Старушка поджала губы, но упрямо добавила:
— Я бы на вашем месте поинтересовалась историей квартирки.
Мужчина демонстративно повернулся к ней спиной.
— Всё чисто. У меня проверка через прокуратуру, — буркнул он. Но это услышал только лохматый дворовый пёс, мирно дремавший под скамьёй у подъезда. Он приподнял одно ухо и пошевелил ноздрями, знакомясь с новыми запахами. Лоснящийся от пота мужик походил на что-то жирно-копчёное, напоминающее краковскую колбасу, а грузчики — на обглоданные куриные ножки. Пёс длинно зевнул и расслабленно замер, пригретый ласковым солнышком.
Его разбудили визги Мухиной из тридцатой квартиры. Старуху он недолюбливал за неприятный, скрипучий голос, но она частенько выносила ему остатки ужина, хотя и ругалась, что пёс чавкает, как свинья. Мухина напоминала сдобную сладкую печеньку, которую иногда совала ему в миску вместе с коктейлем из рассольника, котлет и кислой сметаны. За это дворовый страж терпел и её неприятный тембр, и склочный характер.
— Ишь, начальник нашёлся! — вопила Мухина, размахивая руками перед новым соседом. — Только приехал, а уже порядки свои разводит! У себя командуй, а к нам не лезь! Мы здесь сроду не запирались!
— Дверь должна быть закрыта, — отрезал мясистый. — Чтобы не шлялись… Наркоманы, алкаши, рвань всякая. А ты иди куда шла! Разоралась тут.
— Кто разоралась? Я разоралась?!
Мужчина рукой отстранил от себя скачущую Мухину и, достав мобильник, куда-то позвонил, после чего довольно заметил:
— Завтра дверь поставят. Нам тут посторонние не нужны.

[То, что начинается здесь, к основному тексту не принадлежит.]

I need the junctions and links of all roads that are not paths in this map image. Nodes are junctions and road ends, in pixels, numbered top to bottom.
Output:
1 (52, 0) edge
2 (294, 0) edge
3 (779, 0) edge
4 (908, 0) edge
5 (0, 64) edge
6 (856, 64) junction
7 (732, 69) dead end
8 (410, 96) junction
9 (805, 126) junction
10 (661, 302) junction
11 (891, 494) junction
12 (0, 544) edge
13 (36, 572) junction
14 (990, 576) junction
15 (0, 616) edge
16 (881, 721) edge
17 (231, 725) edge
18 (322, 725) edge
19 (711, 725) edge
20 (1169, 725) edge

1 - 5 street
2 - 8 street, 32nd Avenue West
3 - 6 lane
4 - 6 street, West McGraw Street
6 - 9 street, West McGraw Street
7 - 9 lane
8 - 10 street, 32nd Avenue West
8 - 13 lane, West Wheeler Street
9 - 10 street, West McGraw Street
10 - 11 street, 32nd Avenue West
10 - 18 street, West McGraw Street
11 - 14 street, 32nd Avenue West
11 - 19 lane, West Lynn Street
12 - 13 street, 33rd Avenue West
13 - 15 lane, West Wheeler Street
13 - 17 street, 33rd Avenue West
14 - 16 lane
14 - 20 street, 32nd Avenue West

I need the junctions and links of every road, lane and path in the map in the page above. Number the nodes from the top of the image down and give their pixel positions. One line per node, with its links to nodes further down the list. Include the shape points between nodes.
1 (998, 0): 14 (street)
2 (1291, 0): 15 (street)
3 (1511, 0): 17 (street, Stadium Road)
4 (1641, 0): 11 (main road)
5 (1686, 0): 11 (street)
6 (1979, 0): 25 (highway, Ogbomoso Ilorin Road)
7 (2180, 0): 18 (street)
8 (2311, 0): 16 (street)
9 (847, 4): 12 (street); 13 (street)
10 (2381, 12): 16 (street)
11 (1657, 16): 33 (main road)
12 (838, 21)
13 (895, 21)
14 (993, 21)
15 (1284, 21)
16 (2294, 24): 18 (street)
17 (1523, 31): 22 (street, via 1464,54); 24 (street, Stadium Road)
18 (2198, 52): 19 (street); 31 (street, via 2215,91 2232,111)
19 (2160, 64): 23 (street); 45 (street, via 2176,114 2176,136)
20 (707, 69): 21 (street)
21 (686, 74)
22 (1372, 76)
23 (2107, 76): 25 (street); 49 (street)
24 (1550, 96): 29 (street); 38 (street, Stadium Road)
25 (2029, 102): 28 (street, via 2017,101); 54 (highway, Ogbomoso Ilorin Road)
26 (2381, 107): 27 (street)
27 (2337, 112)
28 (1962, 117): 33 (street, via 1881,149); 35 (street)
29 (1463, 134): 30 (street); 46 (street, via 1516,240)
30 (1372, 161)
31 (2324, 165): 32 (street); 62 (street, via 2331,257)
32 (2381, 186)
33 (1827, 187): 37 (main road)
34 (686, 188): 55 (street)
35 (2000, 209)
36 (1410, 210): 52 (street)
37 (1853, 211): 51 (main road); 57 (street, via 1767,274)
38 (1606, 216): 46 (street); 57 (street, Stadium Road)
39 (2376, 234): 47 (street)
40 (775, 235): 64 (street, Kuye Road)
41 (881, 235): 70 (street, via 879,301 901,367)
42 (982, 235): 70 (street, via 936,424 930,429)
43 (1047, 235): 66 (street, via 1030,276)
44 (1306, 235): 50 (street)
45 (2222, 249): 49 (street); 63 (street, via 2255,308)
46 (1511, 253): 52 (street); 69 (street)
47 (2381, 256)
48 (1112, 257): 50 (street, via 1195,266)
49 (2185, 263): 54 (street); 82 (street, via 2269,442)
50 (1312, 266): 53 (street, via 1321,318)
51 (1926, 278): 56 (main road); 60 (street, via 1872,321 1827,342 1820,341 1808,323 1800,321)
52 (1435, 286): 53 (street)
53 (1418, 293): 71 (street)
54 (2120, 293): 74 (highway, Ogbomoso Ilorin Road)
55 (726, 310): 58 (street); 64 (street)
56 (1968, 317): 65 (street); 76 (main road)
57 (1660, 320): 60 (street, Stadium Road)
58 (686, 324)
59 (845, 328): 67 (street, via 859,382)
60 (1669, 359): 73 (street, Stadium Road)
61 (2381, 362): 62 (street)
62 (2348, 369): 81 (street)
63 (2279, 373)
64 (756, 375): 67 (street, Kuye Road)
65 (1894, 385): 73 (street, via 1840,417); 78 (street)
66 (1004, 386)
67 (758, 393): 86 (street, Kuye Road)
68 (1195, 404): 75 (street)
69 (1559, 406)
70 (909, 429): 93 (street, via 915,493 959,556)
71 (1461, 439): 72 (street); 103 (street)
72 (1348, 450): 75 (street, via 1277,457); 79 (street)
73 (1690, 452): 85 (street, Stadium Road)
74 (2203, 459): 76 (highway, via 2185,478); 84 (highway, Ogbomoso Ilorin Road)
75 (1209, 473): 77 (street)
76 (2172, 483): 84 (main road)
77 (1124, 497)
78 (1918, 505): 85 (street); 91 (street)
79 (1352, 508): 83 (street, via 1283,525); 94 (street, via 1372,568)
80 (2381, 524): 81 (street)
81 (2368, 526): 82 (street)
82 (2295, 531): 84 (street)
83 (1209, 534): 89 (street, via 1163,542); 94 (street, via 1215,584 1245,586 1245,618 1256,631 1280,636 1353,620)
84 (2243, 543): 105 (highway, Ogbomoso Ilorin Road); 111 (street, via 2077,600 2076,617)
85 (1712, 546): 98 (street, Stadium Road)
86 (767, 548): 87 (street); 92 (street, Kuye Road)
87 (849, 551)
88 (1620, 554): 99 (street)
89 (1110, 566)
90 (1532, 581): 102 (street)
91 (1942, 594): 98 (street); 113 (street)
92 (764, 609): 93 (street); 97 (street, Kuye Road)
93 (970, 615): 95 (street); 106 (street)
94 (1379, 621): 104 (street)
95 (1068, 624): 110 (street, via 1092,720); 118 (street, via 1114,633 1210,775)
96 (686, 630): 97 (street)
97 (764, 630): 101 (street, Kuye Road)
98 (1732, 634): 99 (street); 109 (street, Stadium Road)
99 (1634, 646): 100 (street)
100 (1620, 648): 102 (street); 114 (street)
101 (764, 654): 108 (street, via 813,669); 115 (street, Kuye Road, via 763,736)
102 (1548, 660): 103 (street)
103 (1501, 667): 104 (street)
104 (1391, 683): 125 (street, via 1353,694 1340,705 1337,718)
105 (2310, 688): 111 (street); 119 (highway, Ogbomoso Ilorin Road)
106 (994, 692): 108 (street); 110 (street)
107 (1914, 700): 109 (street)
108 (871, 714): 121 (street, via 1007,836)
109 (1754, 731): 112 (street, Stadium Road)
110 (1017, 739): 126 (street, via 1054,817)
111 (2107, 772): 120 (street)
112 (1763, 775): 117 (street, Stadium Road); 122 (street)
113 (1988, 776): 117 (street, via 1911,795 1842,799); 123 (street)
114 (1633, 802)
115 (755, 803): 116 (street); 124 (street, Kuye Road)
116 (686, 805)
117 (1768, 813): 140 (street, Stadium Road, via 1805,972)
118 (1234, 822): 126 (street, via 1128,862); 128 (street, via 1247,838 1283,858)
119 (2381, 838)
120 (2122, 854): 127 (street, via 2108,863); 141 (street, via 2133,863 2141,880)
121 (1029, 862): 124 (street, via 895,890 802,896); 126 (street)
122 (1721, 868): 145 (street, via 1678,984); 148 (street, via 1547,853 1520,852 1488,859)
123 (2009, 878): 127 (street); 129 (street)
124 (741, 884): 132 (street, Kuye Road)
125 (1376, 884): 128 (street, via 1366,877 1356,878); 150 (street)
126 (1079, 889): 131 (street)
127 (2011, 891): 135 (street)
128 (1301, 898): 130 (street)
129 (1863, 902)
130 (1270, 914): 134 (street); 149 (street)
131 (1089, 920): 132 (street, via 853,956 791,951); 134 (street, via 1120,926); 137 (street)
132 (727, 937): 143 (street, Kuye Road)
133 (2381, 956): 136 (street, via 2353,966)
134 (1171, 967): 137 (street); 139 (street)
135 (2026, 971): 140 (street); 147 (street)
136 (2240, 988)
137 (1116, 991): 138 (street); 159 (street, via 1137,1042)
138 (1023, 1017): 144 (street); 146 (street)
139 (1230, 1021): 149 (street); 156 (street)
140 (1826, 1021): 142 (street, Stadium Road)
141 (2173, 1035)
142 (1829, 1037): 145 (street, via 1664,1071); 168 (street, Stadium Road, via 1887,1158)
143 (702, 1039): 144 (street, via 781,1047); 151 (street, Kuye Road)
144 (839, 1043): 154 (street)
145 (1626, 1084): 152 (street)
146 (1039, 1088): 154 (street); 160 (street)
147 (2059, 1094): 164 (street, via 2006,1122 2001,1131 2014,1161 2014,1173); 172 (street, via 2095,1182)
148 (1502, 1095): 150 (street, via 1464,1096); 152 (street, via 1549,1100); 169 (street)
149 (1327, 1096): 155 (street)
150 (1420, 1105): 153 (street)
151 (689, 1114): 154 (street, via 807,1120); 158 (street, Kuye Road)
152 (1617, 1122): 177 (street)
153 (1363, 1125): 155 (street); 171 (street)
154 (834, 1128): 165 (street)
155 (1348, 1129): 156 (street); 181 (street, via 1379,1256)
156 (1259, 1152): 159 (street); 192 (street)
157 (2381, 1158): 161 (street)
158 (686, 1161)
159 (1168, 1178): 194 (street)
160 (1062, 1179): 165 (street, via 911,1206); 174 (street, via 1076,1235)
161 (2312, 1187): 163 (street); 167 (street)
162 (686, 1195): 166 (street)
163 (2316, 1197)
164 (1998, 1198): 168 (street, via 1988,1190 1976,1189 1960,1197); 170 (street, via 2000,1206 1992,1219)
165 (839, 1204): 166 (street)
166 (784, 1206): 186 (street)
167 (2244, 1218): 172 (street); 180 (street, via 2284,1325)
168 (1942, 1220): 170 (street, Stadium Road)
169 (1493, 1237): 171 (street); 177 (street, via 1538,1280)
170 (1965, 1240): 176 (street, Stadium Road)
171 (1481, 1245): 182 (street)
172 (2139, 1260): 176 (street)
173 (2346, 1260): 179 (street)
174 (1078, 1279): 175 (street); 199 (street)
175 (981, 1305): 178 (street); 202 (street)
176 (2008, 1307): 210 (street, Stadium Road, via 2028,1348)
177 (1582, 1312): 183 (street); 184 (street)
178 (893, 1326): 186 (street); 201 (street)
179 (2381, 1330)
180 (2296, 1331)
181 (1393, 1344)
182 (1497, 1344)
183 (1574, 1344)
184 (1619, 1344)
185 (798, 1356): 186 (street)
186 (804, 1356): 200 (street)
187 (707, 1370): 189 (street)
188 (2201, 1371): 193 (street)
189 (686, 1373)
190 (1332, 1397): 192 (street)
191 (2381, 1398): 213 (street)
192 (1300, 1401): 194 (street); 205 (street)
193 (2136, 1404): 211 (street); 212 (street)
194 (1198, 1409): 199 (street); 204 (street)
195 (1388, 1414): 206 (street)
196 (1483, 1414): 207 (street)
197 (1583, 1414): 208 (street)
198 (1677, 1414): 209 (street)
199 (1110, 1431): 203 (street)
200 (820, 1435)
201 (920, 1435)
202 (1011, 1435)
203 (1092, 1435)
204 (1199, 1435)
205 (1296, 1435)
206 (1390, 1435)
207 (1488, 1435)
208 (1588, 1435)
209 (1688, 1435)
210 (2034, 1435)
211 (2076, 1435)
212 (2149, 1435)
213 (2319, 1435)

— А как Толик будет заходить? — снова всполошилась Мухина. — Он вечно ключи теряет! Квартиру-то ему мать откроет, а в подъезд как войдёт?
— Кто такой Толик?
— Толик у нас особенный, он… он инвалид, — мягко ответила Ирина Петровна, выглядывая из своего окна на первом этаже.
— Психов надо лечить, — брезгливо сморщился «колбасный». — Или пусть живут в интернате.
— Интересно вы за всех решили, — покачала головой старушка. — Вы не правы, сосед. У нас тут злых людей никогда не было, потому что дом у нас добрый.
— А кошки? — продолжала бушевать Мухина. — Им-то как?
Кошек пёс не любил, хотя и не трогал. Зачем? Мясо у них невкусное, а пока придушишь, расцарапают до крови.
— Кошки пусть дома сидят, — отмахнулся мужик, вытирая платком вспотевшую лысину.
… К следующему вечеру подъезд украсила бурая железная дверь, а прикреплённый к ней скотчем листок гласил: «Для выдачи электронных ключей обращаться в квартиру 25».
— Опять двадцать пять! — проворчала Мухина, высыпая на газетку перед псом куриные косточки. — Что за квартира? Одни идиоты вселяются.
Пёс завилял хвостом. Он делал это мастерски — задирал хвост к небу и крутил им, как лопастями вертолёта.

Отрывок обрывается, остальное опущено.